On Saturday night, the House of Representatives voted in favor of the Affordable Health Care for America Act, a bill that would expand healthcare coverage to U.S. citizens and legal residents. via Democracy Now:
The bill has been described as the biggest overhaul of the country’s healthcare system since the Medicare and Medicaid Act of 1965. Two hundred nineteen Democrats and one Republican, Louisiana’s Joseph Cao, voted for the bill. The no votes included thirty-nine Democrats and 176 Republicans. Among those who voted no was Ohio Democrat Dennis Kucinich, a leading proponent of a single-payer, Medicare-for-all healthcare system.
Below is an excerpt of Kucinich’s statement explaining why he voted agaisnt the bill:
“Clearly, the insurance companies are the problem, not the solution. They are driving up the cost of health care. Because their massive bureaucracy avoids paying bills so effectively, they force hospitals and doctors to hire their own bureaucracy to fight the insurance companies to avoid getting stuck with an unfair share of the bills. The result is that since 1970, the number of physicians has increased by less than 200% while the number of administrators has increased by 3000%. It is no wonder that 31 cents of every health care dollar goes to administrative costs, not toward providing care. Even those with insurance are at risk. The single biggest cause of bankruptcies in the U.S. is health insurance policies that do not cover you when you get sick.
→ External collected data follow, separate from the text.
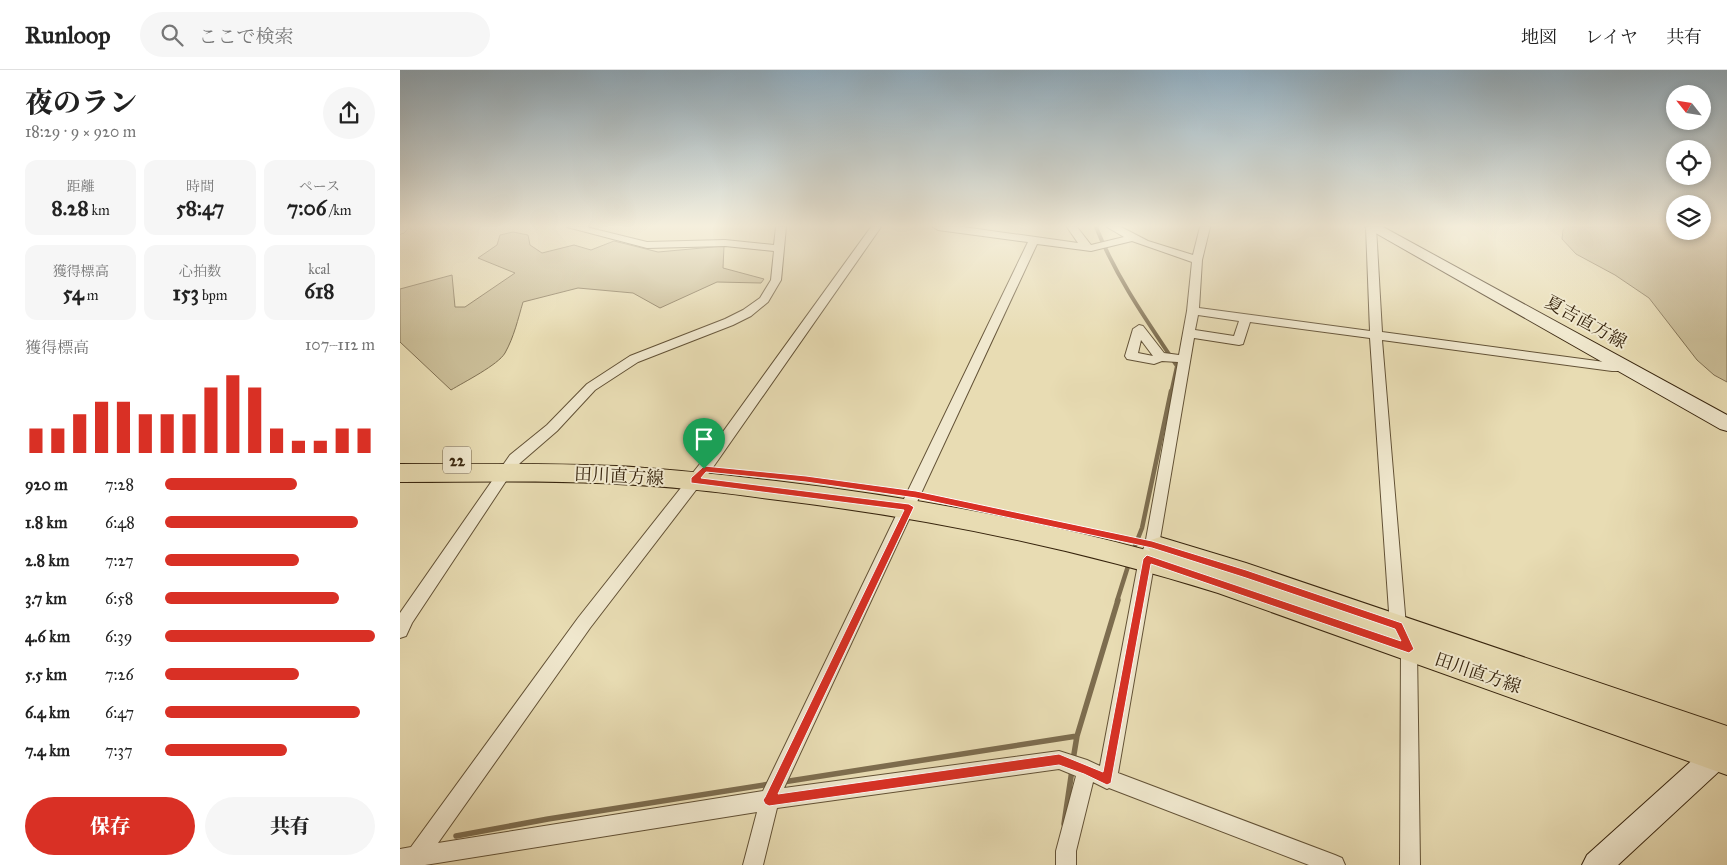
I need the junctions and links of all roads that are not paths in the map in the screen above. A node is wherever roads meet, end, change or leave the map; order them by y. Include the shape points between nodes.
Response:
1 (777, 264) edge
2 (850, 264) edge
3 (1023, 264) edge
4 (1197, 264) edge
5 (1373, 264) edge
6 (1438, 264) edge
7 (1193, 311) junction
8 (1245, 318) junction
9 (1189, 333) junction
10 (1376, 337) junction
11 (1160, 357) dead end
12 (1185, 359) junction
13 (1626, 368) junction
14 (1727, 424) edge
15 (400, 460) edge
16 (509, 466) junction
17 (400, 473) edge
18 (699, 475) junction
19 (912, 501) junction
20 (1150, 552) junction
21 (1398, 626) junction
22 (400, 631) edge
23 (1409, 649) junction
24 (1724, 751) edge
25 (1086, 769) junction
26 (1107, 780) junction
27 (769, 800) junction
28 (409, 858) edge
29 (753, 865) edge
30 (1066, 865) edge
31 (1335, 865) edge
32 (1410, 865) edge
33 (1597, 865) edge

1 - 16 street via 776,280 764,300 747,313 634,359 591,386 552,428
2 - 18 street
3 - 19 street
4 - 7 street
5 - 10 street
6 - 13 main road, 夏吉直方線
7 - 8 street
7 - 9 street
8 - 9 street via 1239,341
8 - 10 street
9 - 12 street
10 - 13 street
10 - 21 street
11 - 12 street
12 - 20 street
13 - 14 main road, 夏吉直方線
15 - 16 main road, 田川直方線 / 22
16 - 17 main road, 田川直方線 / 22
16 - 18 main road, 田川直方線 / 22 via 596,474
16 - 22 street
18 - 19 main road, 田川直方線 / 22
18 - 28 street
19 - 20 main road, 田川直方線 / 22 via 1008,526
19 - 27 street
20 - 21 main road, 田川直方線 / 22 via 1246,574
20 - 23 main road, 田川直方線 / 22 via 1218,582
20 - 26 street
21 - 23 street
21 - 24 main road, 田川直方線 / 22
23 - 24 main road, 田川直方線 / 22
23 - 32 street
24 - 33 main road
25 - 26 street
25 - 27 street via 1059,760
25 - 30 street via 1066,852
26 - 31 street
27 - 28 street
27 - 29 street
“But instead of working toward the elimination of for-profit insurance, H.R. 3962 would put the government in the role of accelerating the privatization of health care. In H.R. 3962, the government is requiring at least 21 million Americans to buy private health insurance from the very industry that causes costs to be so high, which will result in at least $70 billion in new annual revenue, much of which is coming from taxpayers. This inevitably will lead to even more costs, more subsidies, and higher profits for insurance companies — a bailout under a blue cross.